<<<<

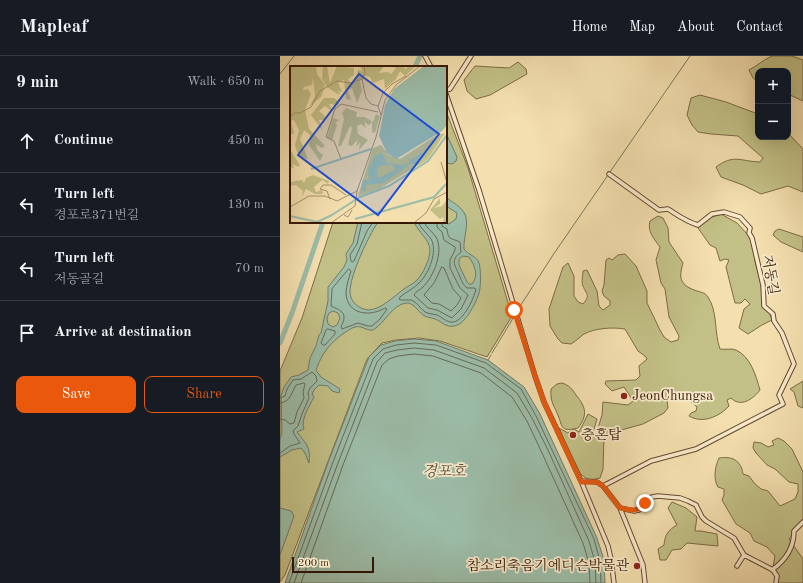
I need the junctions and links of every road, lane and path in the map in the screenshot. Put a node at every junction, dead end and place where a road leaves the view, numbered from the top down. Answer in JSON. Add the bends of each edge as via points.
{"nodes":[{"id":1,"x":425,"y":56,"type":"edge"},
{"id":2,"x":471,"y":56,"type":"edge"},
{"id":3,"x":430,"y":65,"type":"edge"},
{"id":4,"x":447,"y":90,"type":"edge"},
{"id":5,"x":447,"y":97,"type":"edge"},
{"id":6,"x":609,"y":174,"type":"dead end"},
{"id":7,"x":581,"y":482,"type":"junction"},
{"id":8,"x":603,"y":486,"type":"junction"},
{"id":9,"x":620,"y":508,"type":"junction"},
{"id":10,"x":803,"y":522,"type":"edge"},
{"id":11,"x":744,"y":555,"type":"junction"},
{"id":12,"x":737,"y":566,"type":"dead end"},
{"id":13,"x":772,"y":570,"type":"junction"},
{"id":14,"x":614,"y":583,"type":"edge"},
{"id":15,"x":645,"y":583,"type":"edge"},
{"id":16,"x":776,"y":583,"type":"edge"}],
"edges":[{"from":1,"to":3,"type":"street"},
{"from":2,"to":4,"type":"street","via":[[450,89]]},
{"from":5,"to":7,"type":"street","via":[[479,190],[544,402]]},
{"from":6,"to":8,"type":"street","name":"저동길","via":[[659,210],[668,209],[683,220],[694,224],[698,225],[712,214],[724,212],[740,216],[750,228],[749,234],[763,285],[764,306],[773,314],[794,364],[779,395],[783,404],[696,449],[651,461]]},
{"from":7,"to":8,"type":"street","via":[[597,482]]},
{"from":7,"to":14,"type":"street","via":[[608,546]]},
{"from":8,"to":9,"type":"street"},
{"from":9,"to":11,"type":"street","via":[[639,510],[652,497],[680,498],[696,505],[706,521],[734,538]]},
{"from":9,"to":15,"type":"street","via":[[643,565]]},
{"from":10,"to":13,"type":"street","via":[[794,531],[790,551],[782,563]]},
{"from":11,"to":12,"type":"street"},
{"from":11,"to":13,"type":"street"},
{"from":13,"to":16,"type":"street","via":[[777,576]]}]}
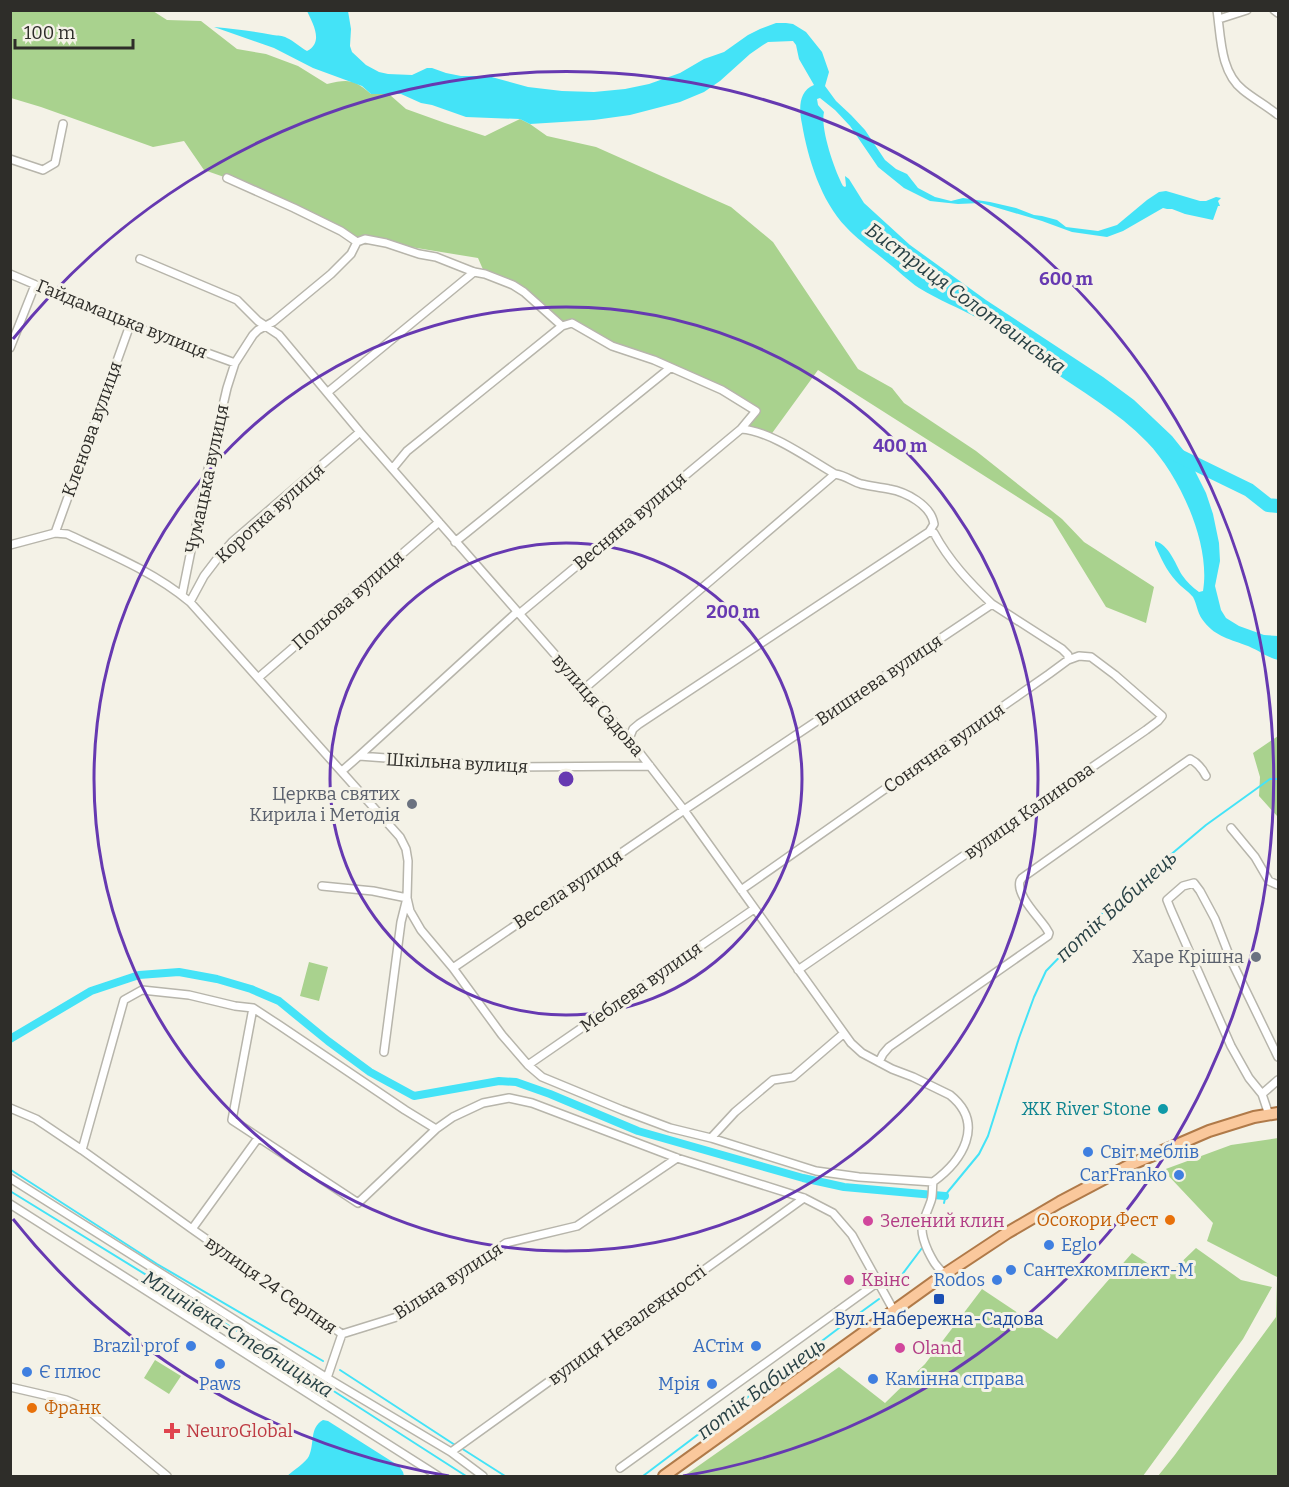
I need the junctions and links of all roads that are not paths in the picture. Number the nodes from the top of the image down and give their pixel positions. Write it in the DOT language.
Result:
graph roads {
  1 [pos="1217,10"];
  2 [pos="1247,10"];
  3 [pos="1274,10"];
  4 [pos="1278,13"];
  5 [pos="1219,19"];
  6 [pos="1278,114"];
  7 [pos="63,124"];
  8 [pos="10,159"];
  9 [pos="227,178"];
  10 [pos="357,242"];
  11 [pos="140,259"];
  12 [pos="474,272"];
  13 [pos="10,274"];
  14 [pos="35,285"];
  15 [pos="130,325"];
  16 [pos="562,326"];
  17 [pos="266,327"];
  18 [pos="10,348"];
  19 [pos="235,363"];
  20 [pos="670,368"];
  21 [pos="328,392"];
  22 [pos="741,429"];
  23 [pos="360,432"];
  24 [pos="393,468"];
  25 [pos="835,474"];
  26 [pos="439,522"];
  27 [pos="929,532"];
  28 [pos="55,533"];
  29 [pos="455,542"];
  30 [pos="10,544"];
  31 [pos="182,595"];
  32 [pos="190,602"];
  33 [pos="992,604"];
  34 [pos="518,613"];
  35 [pos="1068,660"];
  36 [pos="258,678"];
  37 [pos="585,688"];
  38 [pos="629,739"];
  39 [pos="359,756"];
  40 [pos="650,766"];
  41 [pos="342,771"];
  42 [pos="1206,776"];
  43 [pos="684,810"];
  44 [pos="1231,828"];
  45 [pos="1278,885"];
  46 [pos="322,886"];
  47 [pos="741,890"];
  48 [pos="407,898"];
  49 [pos="754,909"];
  50 [pos="453,968"];
  51 [pos="798,970"];
  52 [pos="253,1008"];
  53 [pos="843,1034"];
  54 [pos="384,1052"];
  55 [pos="1278,1057"];
  56 [pos="879,1062"];
  57 [pos="528,1065"];
  58 [pos="1278,1080"];
  59 [pos="1262,1094"];
  60 [pos="10,1108"];
  61 [pos="1274,1114"];
  62 [pos="436,1129"];
  63 [pos="258,1138"];
  64 [pos="711,1138"];
  65 [pos="82,1150"];
  66 [pos="677,1158"];
  67 [pos="10,1178"];
  68 [pos="932,1186"];
  69 [pos="804,1198"];
  70 [pos="10,1204"];
  71 [pos="192,1229"];
  72 [pos="945,1274"];
  73 [pos="878,1282"];
  74 [pos="894,1311"];
  75 [pos="342,1334"];
  76 [pos="327,1377"];
  77 [pos="10,1387"];
  78 [pos="451,1452"];
  79 [pos="620,1467"];
  80 [pos="424,1468"];
  81 [pos="167,1476"];
  82 [pos="420,1476"];
  83 [pos="438,1476"];
  84 [pos="483,1476"];
  85 [pos="663,1476"];
  1 -- 5 [label="street"];
  2 -- 5 [label="street"];
  3 -- 4 [label="street"];
  5 -- 6 [label="street"];
  7 -- 8 [label="street"];
  9 -- 10 [label="street"];
  10 -- 12 [label="street"];
  10 -- 17 [label="street, Чумацька вулиця"];
  11 -- 17 [label="street, вулиця Садова"];
  12 -- 16 [label="street"];
  12 -- 21 [label="street"];
  13 -- 14 [label="street, Гайдамацька вулиця"];
  14 -- 15 [label="street, Гайдамацька вулиця"];
  14 -- 18 [label="street"];
  15 -- 19 [label="street, Гайдамацька вулиця"];
  15 -- 28 [label="street, Кленова вулиця"];
  16 -- 20 [label="street"];
  16 -- 24 [label="street"];
  17 -- 19 [label="street, Чумацька вулиця"];
  17 -- 21 [label="street, вулиця Садова"];
  19 -- 31 [label="street, Чумацька вулиця"];
  20 -- 22 [label="street"];
  20 -- 29 [label="street"];
  21 -- 23 [label="street, вулиця Садова"];
  22 -- 25 [label="street"];
  22 -- 34 [label="street, Весняна вулиця"];
  23 -- 24 [label="street, вулиця Садова"];
  23 -- 32 [label="street, Коротка вулиця"];
  24 -- 26 [label="street, вулиця Садова"];
  25 -- 27 [label="street"];
  25 -- 37 [label="street"];
  26 -- 29 [label="street, вулиця Садова"];
  26 -- 36 [label="street, Польова вулиця"];
  27 -- 33 [label="street"];
  27 -- 38 [label="street"];
  28 -- 30 [label="street"];
  28 -- 31 [label="street"];
  29 -- 34 [label="street, вулиця Садова"];
  31 -- 32 [label="street"];
  32 -- 36 [label="street"];
  33 -- 35 [label="street"];
  33 -- 43 [label="street, Вишнева вулиця"];
  34 -- 37 [label="street, вулиця Садова"];
  34 -- 39 [label="street, Весняна вулиця"];
  35 -- 47 [label="street, Сонячна вулиця"];
  35 -- 51 [label="street, вулиця Калинова"];
  36 -- 41 [label="street"];
  37 -- 38 [label="street, вулиця Садова"];
  38 -- 40 [label="street, вулиця Садова"];
  39 -- 40 [label="street, Шкільна вулиця"];
  39 -- 41 [label="street, Шкільна вулиця"];
  40 -- 43 [label="street, вулиця Садова"];
  41 -- 48 [label="street"];
  42 -- 56 [label="street"];
  43 -- 47 [label="street, вулиця Садова"];
  43 -- 50 [label="street, Весела вулиця"];
  44 -- 45 [label="street"];
  46 -- 48 [label="street"];
  47 -- 49 [label="street, вулиця Садова"];
  48 -- 50 [label="street"];
  48 -- 54 [label="street"];
  49 -- 51 [label="street, вулиця Садова"];
  49 -- 57 [label="street, Меблева вулиця"];
  50 -- 57 [label="street"];
  51 -- 53 [label="street, вулиця Садова"];
  52 -- 62 [label="street"];
  52 -- 63 [label="street"];
  52 -- 65 [label="street"];
  53 -- 56 [label="street, вулиця Садова"];
  53 -- 64 [label="street"];
  55 -- 59 [label="street"];
  56 -- 68 [label="street, вулиця Садова"];
  57 -- 64 [label="street"];
  58 -- 59 [label="street"];
  59 -- 61 [label="street"];
  60 -- 65 [label="street, вулиця 24 Серпня"];
  61 -- 72 [label="main road"];
  62 -- 63 [label="street"];
  62 -- 66 [label="street"];
  63 -- 71 [label="street"];
  64 -- 68 [label="street"];
  65 -- 71 [label="street, вулиця 24 Серпня"];
  66 -- 69 [label="street"];
  66 -- 75 [label="street, Вільна вулиця"];
  67 -- 76 [label="street"];
  68 -- 72 [label="street"];
  69 -- 73 [label="street"];
  69 -- 78 [label="street, вулиця Незалежності"];
  70 -- 80 [label="street"];
  71 -- 75 [label="street, вулиця 24 Серпня"];
  72 -- 74 [label="main road"];
  73 -- 74 [label="street"];
  73 -- 79 [label="street"];
  74 -- 85 [label="main road"];
  75 -- 76 [label="street, вулиця 24 Серпня"];
  76 -- 78 [label="street"];
  77 -- 81 [label="street"];
  78 -- 84 [label="street"];
  80 -- 82 [label="street"];
  80 -- 83 [label="street"];
}
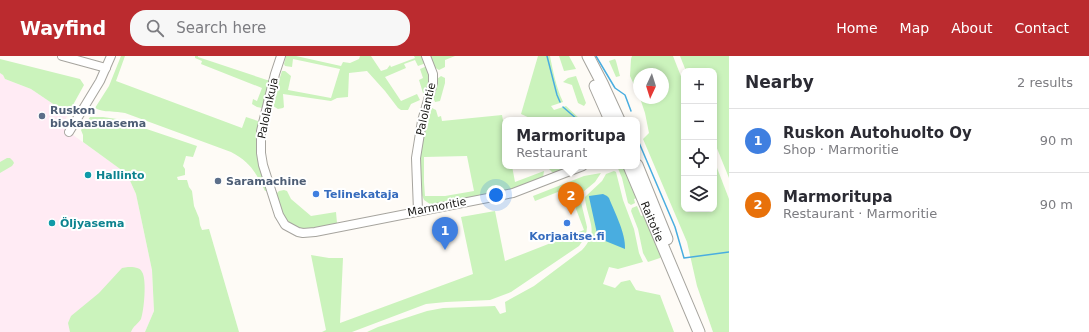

>>>>

Please copy out every line of the preceding listing that carries "Серпня".

  60 -- 65 [label="street, вулиця 24 Серпня"];
  65 -- 71 [label="street, вулиця 24 Серпня"];
  71 -- 75 [label="street, вулиця 24 Серпня"];
  75 -- 76 [label="street, вулиця 24 Серпня"];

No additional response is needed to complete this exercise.